▶ _Exercise description_
Your response should be every line from the entries that includes the string "nodes".

[[ Information provided open ]]

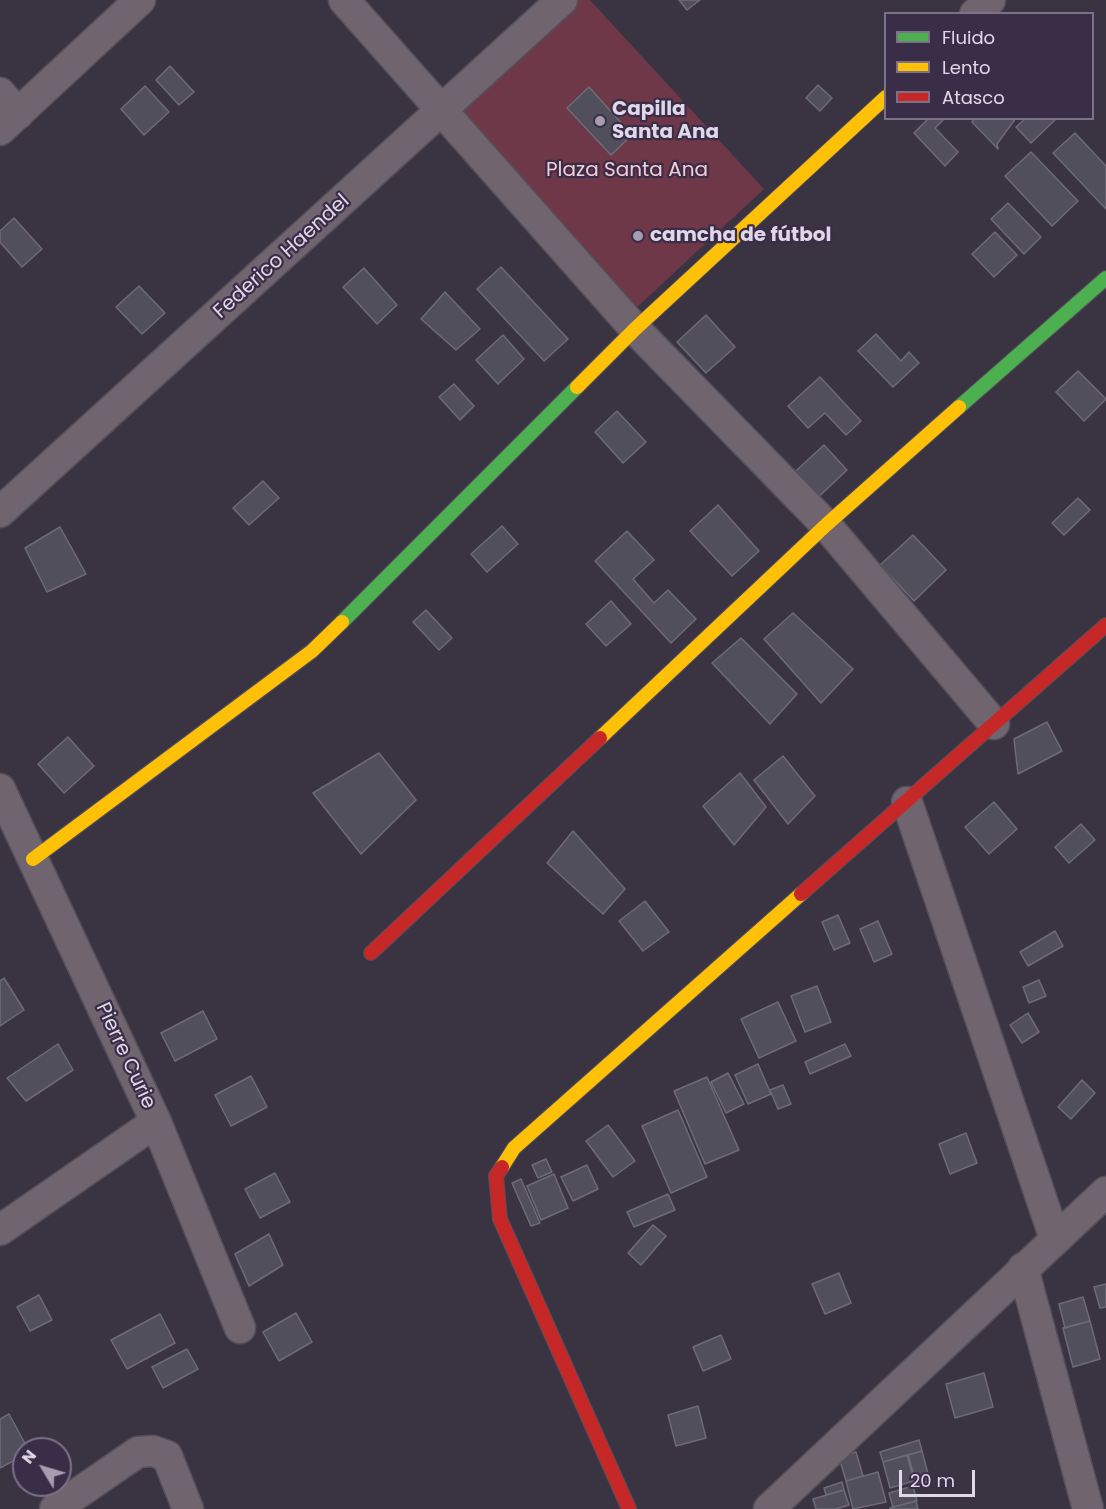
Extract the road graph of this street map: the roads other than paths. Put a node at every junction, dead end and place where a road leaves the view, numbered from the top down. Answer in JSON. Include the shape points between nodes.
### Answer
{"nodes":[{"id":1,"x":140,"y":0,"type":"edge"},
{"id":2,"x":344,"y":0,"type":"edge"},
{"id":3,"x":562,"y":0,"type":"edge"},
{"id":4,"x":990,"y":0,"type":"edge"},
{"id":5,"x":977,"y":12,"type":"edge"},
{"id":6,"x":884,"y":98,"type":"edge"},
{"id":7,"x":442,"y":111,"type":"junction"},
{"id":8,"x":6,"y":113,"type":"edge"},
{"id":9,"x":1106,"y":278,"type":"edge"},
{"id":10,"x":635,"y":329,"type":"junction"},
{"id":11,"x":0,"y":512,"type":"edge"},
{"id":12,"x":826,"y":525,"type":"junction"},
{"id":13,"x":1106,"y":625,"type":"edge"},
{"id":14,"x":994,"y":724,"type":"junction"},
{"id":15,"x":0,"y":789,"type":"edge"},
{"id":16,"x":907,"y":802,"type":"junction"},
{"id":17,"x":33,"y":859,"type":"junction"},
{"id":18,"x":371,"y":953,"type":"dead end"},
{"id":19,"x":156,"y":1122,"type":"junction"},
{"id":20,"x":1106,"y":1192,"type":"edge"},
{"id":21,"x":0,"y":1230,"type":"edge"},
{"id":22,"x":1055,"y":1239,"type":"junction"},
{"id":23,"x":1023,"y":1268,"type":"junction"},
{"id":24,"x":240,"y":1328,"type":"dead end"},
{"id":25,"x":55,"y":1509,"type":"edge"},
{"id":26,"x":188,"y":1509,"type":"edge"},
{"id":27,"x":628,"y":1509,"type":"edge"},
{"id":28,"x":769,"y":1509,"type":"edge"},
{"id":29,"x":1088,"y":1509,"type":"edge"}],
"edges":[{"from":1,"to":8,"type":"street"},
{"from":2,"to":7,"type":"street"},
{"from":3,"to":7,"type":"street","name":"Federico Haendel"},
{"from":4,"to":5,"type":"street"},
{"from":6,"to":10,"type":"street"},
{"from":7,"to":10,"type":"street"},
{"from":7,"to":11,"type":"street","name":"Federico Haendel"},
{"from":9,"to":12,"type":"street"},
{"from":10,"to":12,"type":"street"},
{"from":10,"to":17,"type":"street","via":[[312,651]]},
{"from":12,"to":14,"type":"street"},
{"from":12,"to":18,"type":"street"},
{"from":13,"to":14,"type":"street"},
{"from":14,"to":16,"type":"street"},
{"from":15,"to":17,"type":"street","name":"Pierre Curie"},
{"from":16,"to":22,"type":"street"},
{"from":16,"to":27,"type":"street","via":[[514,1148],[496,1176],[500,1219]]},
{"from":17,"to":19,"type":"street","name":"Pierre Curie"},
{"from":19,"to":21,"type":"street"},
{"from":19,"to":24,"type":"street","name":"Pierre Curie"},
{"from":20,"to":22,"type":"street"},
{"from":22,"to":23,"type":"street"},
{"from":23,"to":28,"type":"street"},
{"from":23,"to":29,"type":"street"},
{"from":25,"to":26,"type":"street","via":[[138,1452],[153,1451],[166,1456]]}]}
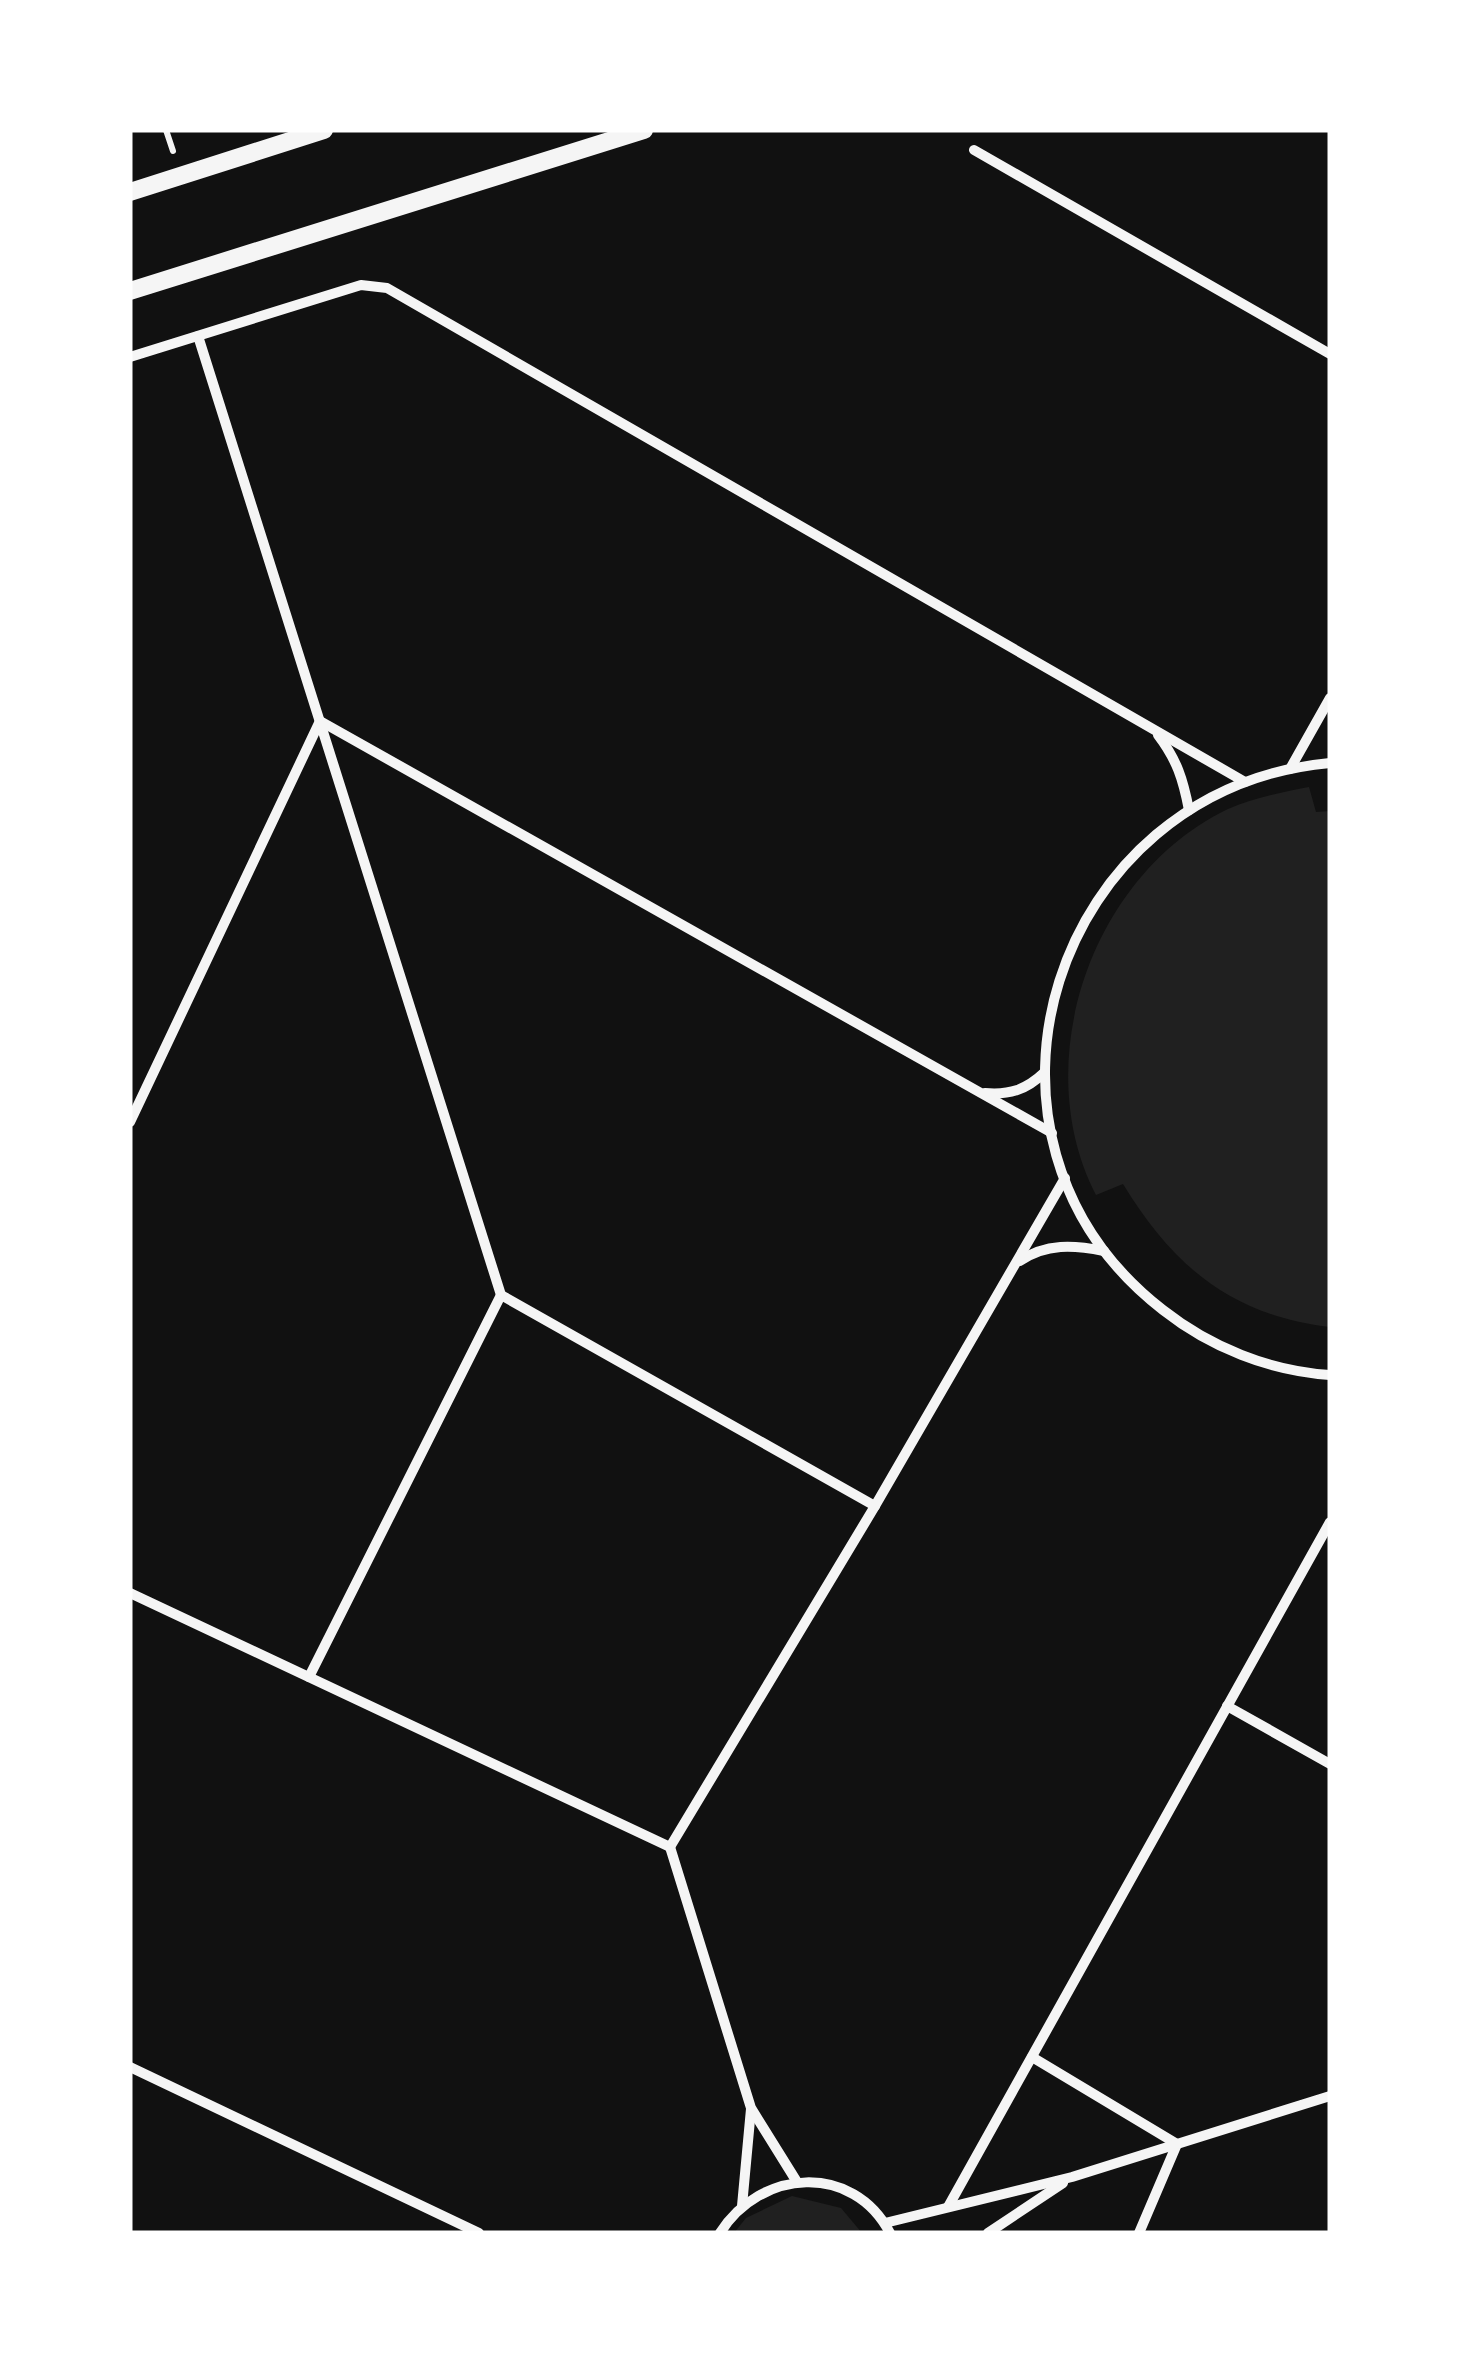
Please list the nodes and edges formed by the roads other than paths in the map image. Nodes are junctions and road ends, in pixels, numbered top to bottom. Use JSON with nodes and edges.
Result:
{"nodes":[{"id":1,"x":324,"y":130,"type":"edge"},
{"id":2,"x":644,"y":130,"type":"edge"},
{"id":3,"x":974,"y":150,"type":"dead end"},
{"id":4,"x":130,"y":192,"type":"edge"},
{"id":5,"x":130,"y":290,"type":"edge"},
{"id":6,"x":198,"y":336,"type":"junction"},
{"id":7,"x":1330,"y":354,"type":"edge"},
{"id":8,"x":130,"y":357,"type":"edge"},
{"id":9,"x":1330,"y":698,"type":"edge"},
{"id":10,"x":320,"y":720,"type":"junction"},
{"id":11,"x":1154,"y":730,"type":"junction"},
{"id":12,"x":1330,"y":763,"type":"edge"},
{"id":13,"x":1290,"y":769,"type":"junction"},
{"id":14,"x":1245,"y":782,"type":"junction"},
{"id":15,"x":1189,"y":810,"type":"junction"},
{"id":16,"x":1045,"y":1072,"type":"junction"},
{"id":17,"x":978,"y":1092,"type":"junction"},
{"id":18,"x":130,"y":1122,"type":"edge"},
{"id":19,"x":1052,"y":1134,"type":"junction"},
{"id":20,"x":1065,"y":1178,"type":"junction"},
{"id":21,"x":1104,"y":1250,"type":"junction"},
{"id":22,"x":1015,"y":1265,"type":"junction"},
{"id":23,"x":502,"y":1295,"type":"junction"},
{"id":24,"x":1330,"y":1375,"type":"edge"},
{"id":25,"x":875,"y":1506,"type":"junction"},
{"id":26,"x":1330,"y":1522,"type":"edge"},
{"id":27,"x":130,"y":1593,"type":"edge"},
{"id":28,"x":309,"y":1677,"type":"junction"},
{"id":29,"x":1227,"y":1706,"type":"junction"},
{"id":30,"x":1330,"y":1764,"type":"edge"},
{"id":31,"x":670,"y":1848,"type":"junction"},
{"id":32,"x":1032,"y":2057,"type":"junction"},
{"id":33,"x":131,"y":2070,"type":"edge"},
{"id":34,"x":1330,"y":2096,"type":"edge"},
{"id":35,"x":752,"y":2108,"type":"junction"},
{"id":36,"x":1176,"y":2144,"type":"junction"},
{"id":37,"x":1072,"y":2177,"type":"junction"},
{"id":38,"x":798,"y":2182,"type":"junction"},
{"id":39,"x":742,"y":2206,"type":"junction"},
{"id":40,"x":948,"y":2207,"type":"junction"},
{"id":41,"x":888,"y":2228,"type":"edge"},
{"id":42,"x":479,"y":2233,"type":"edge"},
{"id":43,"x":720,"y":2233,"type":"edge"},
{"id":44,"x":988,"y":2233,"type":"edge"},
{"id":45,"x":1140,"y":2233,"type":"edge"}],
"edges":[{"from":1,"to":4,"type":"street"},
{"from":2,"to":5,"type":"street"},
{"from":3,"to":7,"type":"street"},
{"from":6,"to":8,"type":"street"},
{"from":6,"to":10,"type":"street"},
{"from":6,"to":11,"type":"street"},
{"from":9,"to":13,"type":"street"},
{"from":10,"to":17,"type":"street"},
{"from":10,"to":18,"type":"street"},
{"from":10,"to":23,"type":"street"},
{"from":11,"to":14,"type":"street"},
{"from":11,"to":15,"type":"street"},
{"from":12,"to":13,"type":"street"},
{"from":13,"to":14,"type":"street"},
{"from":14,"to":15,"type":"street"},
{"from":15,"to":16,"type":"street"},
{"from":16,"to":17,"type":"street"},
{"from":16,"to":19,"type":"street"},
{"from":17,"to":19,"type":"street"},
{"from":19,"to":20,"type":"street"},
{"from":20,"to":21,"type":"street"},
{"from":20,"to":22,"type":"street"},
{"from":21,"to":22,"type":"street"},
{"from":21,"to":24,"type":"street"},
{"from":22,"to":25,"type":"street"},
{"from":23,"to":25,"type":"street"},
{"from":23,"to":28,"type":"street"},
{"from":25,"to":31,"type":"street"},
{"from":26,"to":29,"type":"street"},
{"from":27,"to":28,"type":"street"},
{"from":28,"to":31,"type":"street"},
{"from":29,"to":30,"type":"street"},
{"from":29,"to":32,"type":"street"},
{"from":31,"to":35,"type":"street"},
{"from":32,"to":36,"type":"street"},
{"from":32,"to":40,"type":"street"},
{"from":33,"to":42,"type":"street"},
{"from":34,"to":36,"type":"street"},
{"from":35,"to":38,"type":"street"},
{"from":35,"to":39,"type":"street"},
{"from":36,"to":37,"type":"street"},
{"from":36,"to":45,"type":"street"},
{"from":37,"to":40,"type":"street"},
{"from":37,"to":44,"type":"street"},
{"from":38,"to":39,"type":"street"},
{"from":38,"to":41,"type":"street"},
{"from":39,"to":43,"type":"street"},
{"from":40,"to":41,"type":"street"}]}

[[ Information provided closed ]]

▶ _Output of the exercise_
Extract the road graph of this street map: the roads other than paths. Put a node at every junction, dead end and place where a road leaves the view, numbered from the top down. Answer in JSON. Include the shape points between nodes.
{"nodes":[{"id":1,"x":140,"y":0,"type":"edge"},
Please list the nodes and edges formed by the roads other than paths in the map image. Nodes are junctions and road ends, in pixels, numbered top to bottom. Use JSON with nodes and edges.
{"nodes":[{"id":1,"x":324,"y":130,"type":"edge"},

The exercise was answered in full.